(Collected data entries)

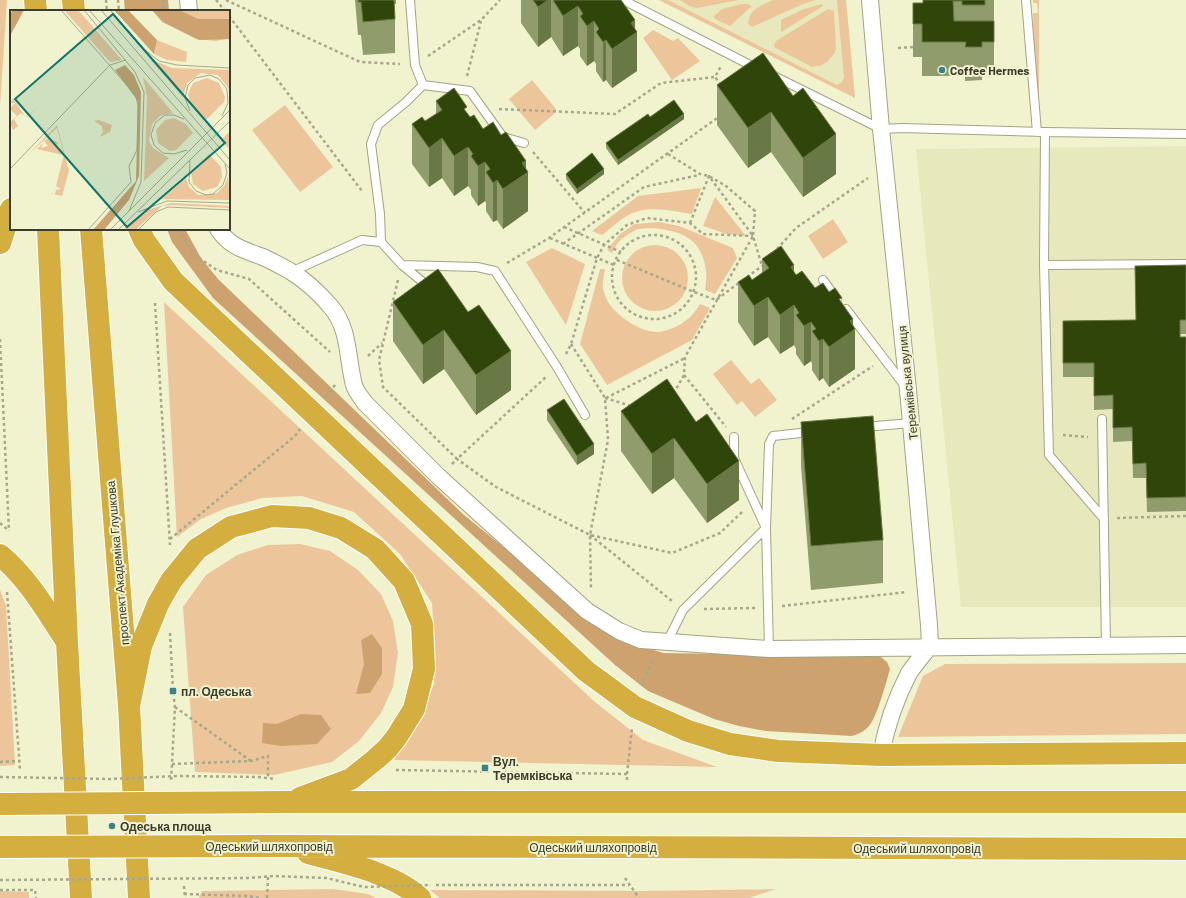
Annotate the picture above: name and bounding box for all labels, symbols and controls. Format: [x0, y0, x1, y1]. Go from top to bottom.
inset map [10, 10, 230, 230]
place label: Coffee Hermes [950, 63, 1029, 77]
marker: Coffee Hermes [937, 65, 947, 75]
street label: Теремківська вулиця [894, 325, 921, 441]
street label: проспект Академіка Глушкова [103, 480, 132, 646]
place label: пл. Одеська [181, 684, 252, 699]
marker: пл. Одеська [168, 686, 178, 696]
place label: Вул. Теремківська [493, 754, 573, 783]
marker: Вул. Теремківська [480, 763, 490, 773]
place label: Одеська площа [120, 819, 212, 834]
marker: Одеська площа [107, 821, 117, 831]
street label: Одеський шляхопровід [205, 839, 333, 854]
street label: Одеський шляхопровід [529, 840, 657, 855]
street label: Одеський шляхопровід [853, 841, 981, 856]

◆ Assignment ◆
Could you retype every record above exactly, leaving the pictures out?

◆ Answer area ◆
Annotate the picture above: name and bounding box for all labels, symbols and controls. Format: [x0, y0, x1, y1]. Go from top to bottom.
inset map [10, 10, 230, 230]
place label: Coffee Hermes [950, 63, 1029, 77]
marker: Coffee Hermes [937, 65, 947, 75]
street label: Теремківська вулиця [894, 325, 921, 441]
street label: проспект Академіка Глушкова [103, 480, 132, 646]
place label: пл. Одеська [181, 684, 252, 699]
marker: пл. Одеська [168, 686, 178, 696]
place label: Вул. Теремківська [493, 754, 573, 783]
marker: Вул. Теремківська [480, 763, 490, 773]
place label: Одеська площа [120, 819, 212, 834]
marker: Одеська площа [107, 821, 117, 831]
street label: Одеський шляхопровід [205, 839, 333, 854]
street label: Одеський шляхопровід [529, 840, 657, 855]
street label: Одеський шляхопровід [853, 841, 981, 856]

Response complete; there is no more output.